* [Activity] Reproduce each record in the listing below exactly as written.
■ ■ ■ ■ ■
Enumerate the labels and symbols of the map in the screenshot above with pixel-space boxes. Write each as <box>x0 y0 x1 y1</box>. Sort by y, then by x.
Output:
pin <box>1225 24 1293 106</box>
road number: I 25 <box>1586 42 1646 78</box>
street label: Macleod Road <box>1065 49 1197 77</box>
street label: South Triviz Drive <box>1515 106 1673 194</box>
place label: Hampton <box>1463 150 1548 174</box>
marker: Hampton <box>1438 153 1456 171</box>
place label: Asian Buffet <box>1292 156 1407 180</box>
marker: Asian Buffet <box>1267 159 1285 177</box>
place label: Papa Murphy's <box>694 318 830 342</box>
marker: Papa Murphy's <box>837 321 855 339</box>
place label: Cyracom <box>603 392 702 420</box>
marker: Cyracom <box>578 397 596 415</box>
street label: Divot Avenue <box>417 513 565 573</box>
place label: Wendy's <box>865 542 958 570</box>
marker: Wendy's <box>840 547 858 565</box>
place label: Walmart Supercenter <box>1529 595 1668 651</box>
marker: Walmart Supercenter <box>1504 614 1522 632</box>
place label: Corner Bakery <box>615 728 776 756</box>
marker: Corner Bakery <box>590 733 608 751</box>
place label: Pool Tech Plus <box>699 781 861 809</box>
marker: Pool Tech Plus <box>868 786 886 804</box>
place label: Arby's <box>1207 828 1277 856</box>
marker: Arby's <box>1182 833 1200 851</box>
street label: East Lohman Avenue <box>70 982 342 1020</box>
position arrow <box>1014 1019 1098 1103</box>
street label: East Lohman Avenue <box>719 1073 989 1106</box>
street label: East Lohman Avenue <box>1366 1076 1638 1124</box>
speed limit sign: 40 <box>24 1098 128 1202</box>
■ ■ ■ ■ ■
* [Written answer]
Enumerate the labels and symbols of the map in the screenshot above with pixel-space boxes. Write each as <box>x0 y0 x1 y1</box>. Sort by y, then by x.
Output:
pin <box>1225 24 1293 106</box>
road number: I 25 <box>1586 42 1646 78</box>
street label: Macleod Road <box>1065 49 1197 77</box>
street label: South Triviz Drive <box>1515 106 1673 194</box>
place label: Hampton <box>1463 150 1548 174</box>
marker: Hampton <box>1438 153 1456 171</box>
place label: Asian Buffet <box>1292 156 1407 180</box>
marker: Asian Buffet <box>1267 159 1285 177</box>
place label: Papa Murphy's <box>694 318 830 342</box>
marker: Papa Murphy's <box>837 321 855 339</box>
place label: Cyracom <box>603 392 702 420</box>
marker: Cyracom <box>578 397 596 415</box>
street label: Divot Avenue <box>417 513 565 573</box>
place label: Wendy's <box>865 542 958 570</box>
marker: Wendy's <box>840 547 858 565</box>
place label: Walmart Supercenter <box>1529 595 1668 651</box>
marker: Walmart Supercenter <box>1504 614 1522 632</box>
place label: Corner Bakery <box>615 728 776 756</box>
marker: Corner Bakery <box>590 733 608 751</box>
place label: Pool Tech Plus <box>699 781 861 809</box>
marker: Pool Tech Plus <box>868 786 886 804</box>
place label: Arby's <box>1207 828 1277 856</box>
marker: Arby's <box>1182 833 1200 851</box>
street label: East Lohman Avenue <box>70 982 342 1020</box>
position arrow <box>1014 1019 1098 1103</box>
street label: East Lohman Avenue <box>719 1073 989 1106</box>
street label: East Lohman Avenue <box>1366 1076 1638 1124</box>
speed limit sign: 40 <box>24 1098 128 1202</box>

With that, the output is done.